ACTIVITY. I'd like every entry returned exactly as it is, with the images left out.

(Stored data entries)
++++++

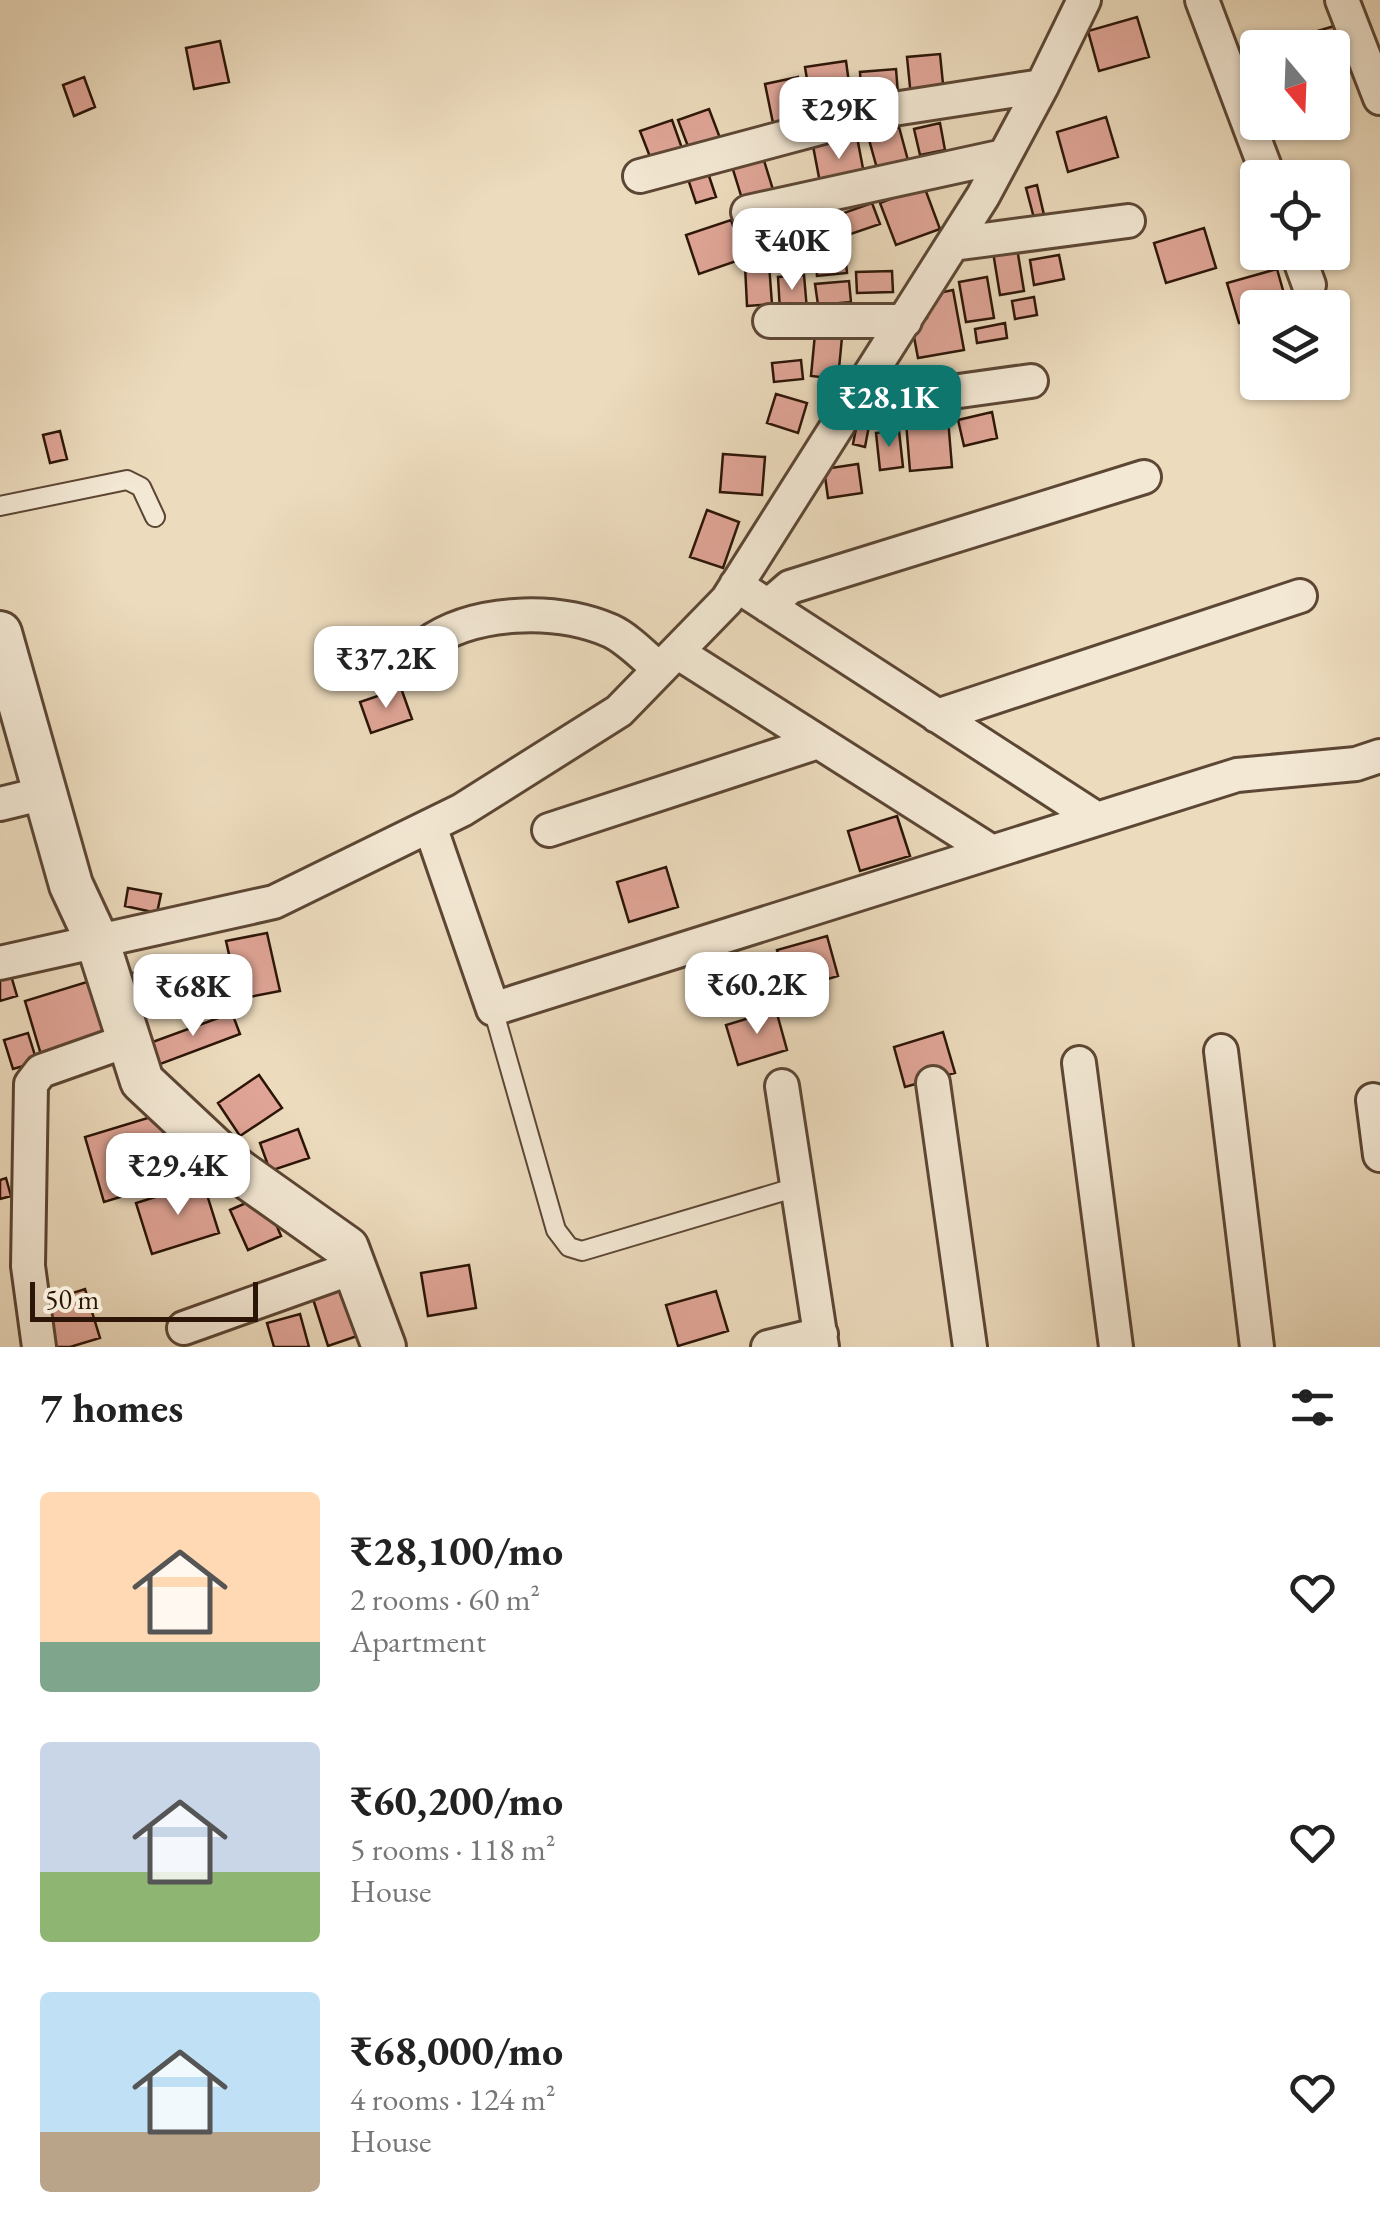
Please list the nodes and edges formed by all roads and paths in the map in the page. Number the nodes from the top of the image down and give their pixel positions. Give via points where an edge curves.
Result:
1 (1084, 0) edge
2 (1202, 0) edge
3 (1342, 0) edge
4 (1042, 86) junction
5 (1380, 98) edge
6 (1004, 156) junction
7 (1262, 160) edge
8 (640, 176) dead end
9 (748, 212) dead end
10 (1128, 221) dead end
11 (954, 244) junction
12 (1304, 270) edge
13 (1309, 285) dead end
14 (905, 320) junction
15 (770, 322) dead end
16 (1030, 381) dead end
17 (851, 406) junction
18 (1144, 478) dead end
19 (0, 506) edge
20 (156, 517) dead end
21 (736, 586) junction
22 (1300, 596) dead end
23 (768, 606) junction
24 (0, 633) edge
25 (425, 645) dead end
26 (668, 660) junction
27 (937, 716) junction
28 (818, 742) junction
29 (1380, 756) edge
30 (45, 794) junction
31 (0, 804) edge
32 (1096, 819) junction
33 (430, 826) junction
34 (549, 830) dead end
35 (992, 852) junction
36 (98, 943) junction
37 (0, 963) edge
38 (493, 1009) junction
39 (129, 1040) junction
40 (1222, 1051) dead end
41 (1079, 1063) dead end
42 (932, 1083) dead end
43 (782, 1086) dead end
44 (1373, 1100) dead end
45 (1380, 1154) edge
46 (798, 1187) junction
47 (355, 1268) junction
48 (14, 1269) edge
49 (184, 1328) dead end
50 (822, 1341) edge
51 (39, 1347) edge
52 (384, 1347) edge
53 (768, 1347) edge
54 (970, 1347) edge
55 (1116, 1347) edge
56 (1256, 1347) edge

1 - 4 street
2 - 7 street
3 - 5 street
4 - 6 street
4 - 8 street via 886,110
6 - 9 street
6 - 11 street
10 - 11 street
11 - 14 street
12 - 13 street
14 - 15 street
14 - 17 street
16 - 17 street
17 - 21 street
18 - 23 street via 790,587
19 - 20 lane via 127,480 141,487
21 - 23 street
21 - 26 street
22 - 27 street
23 - 27 street
24 - 30 street
25 - 26 street via 446,629 528,616 613,632
26 - 28 street
26 - 33 street via 619,711
27 - 32 street
28 - 34 street
28 - 35 street
29 - 32 street via 1356,764 1252,771
30 - 31 street
30 - 36 street
32 - 35 street
33 - 36 street via 274,902
33 - 38 street
35 - 38 street
36 - 37 street
36 - 39 street
38 - 46 lane via 556,1230 570,1247 582,1251
39 - 47 street via 142,1081 237,1170 348,1248
39 - 48 street via 34,1077
40 - 56 street
41 - 55 street
42 - 54 street
43 - 46 street
44 - 45 street
46 - 50 street
47 - 49 street
47 - 52 street
48 - 51 street
50 - 53 street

++++++

RESPONSE.
Please list the nodes and edges formed by all roads and paths in the map in the page. Number the nodes from the top of the image down and give their pixel positions. Give via points where an edge curves.
Result:
1 (1084, 0) edge
2 (1202, 0) edge
3 (1342, 0) edge
4 (1042, 86) junction
5 (1380, 98) edge
6 (1004, 156) junction
7 (1262, 160) edge
8 (640, 176) dead end
9 (748, 212) dead end
10 (1128, 221) dead end
11 (954, 244) junction
12 (1304, 270) edge
13 (1309, 285) dead end
14 (905, 320) junction
15 (770, 322) dead end
16 (1030, 381) dead end
17 (851, 406) junction
18 (1144, 478) dead end
19 (0, 506) edge
20 (156, 517) dead end
21 (736, 586) junction
22 (1300, 596) dead end
23 (768, 606) junction
24 (0, 633) edge
25 (425, 645) dead end
26 (668, 660) junction
27 (937, 716) junction
28 (818, 742) junction
29 (1380, 756) edge
30 (45, 794) junction
31 (0, 804) edge
32 (1096, 819) junction
33 (430, 826) junction
34 (549, 830) dead end
35 (992, 852) junction
36 (98, 943) junction
37 (0, 963) edge
38 (493, 1009) junction
39 (129, 1040) junction
40 (1222, 1051) dead end
41 (1079, 1063) dead end
42 (932, 1083) dead end
43 (782, 1086) dead end
44 (1373, 1100) dead end
45 (1380, 1154) edge
46 (798, 1187) junction
47 (355, 1268) junction
48 (14, 1269) edge
49 (184, 1328) dead end
50 (822, 1341) edge
51 (39, 1347) edge
52 (384, 1347) edge
53 (768, 1347) edge
54 (970, 1347) edge
55 (1116, 1347) edge
56 (1256, 1347) edge

1 - 4 street
2 - 7 street
3 - 5 street
4 - 6 street
4 - 8 street via 886,110
6 - 9 street
6 - 11 street
10 - 11 street
11 - 14 street
12 - 13 street
14 - 15 street
14 - 17 street
16 - 17 street
17 - 21 street
18 - 23 street via 790,587
19 - 20 lane via 127,480 141,487
21 - 23 street
21 - 26 street
22 - 27 street
23 - 27 street
24 - 30 street
25 - 26 street via 446,629 528,616 613,632
26 - 28 street
26 - 33 street via 619,711
27 - 32 street
28 - 34 street
28 - 35 street
29 - 32 street via 1356,764 1252,771
30 - 31 street
30 - 36 street
32 - 35 street
33 - 36 street via 274,902
33 - 38 street
35 - 38 street
36 - 37 street
36 - 39 street
38 - 46 lane via 556,1230 570,1247 582,1251
39 - 47 street via 142,1081 237,1170 348,1248
39 - 48 street via 34,1077
40 - 56 street
41 - 55 street
42 - 54 street
43 - 46 street
44 - 45 street
46 - 50 street
47 - 49 street
47 - 52 street
48 - 51 street
50 - 53 street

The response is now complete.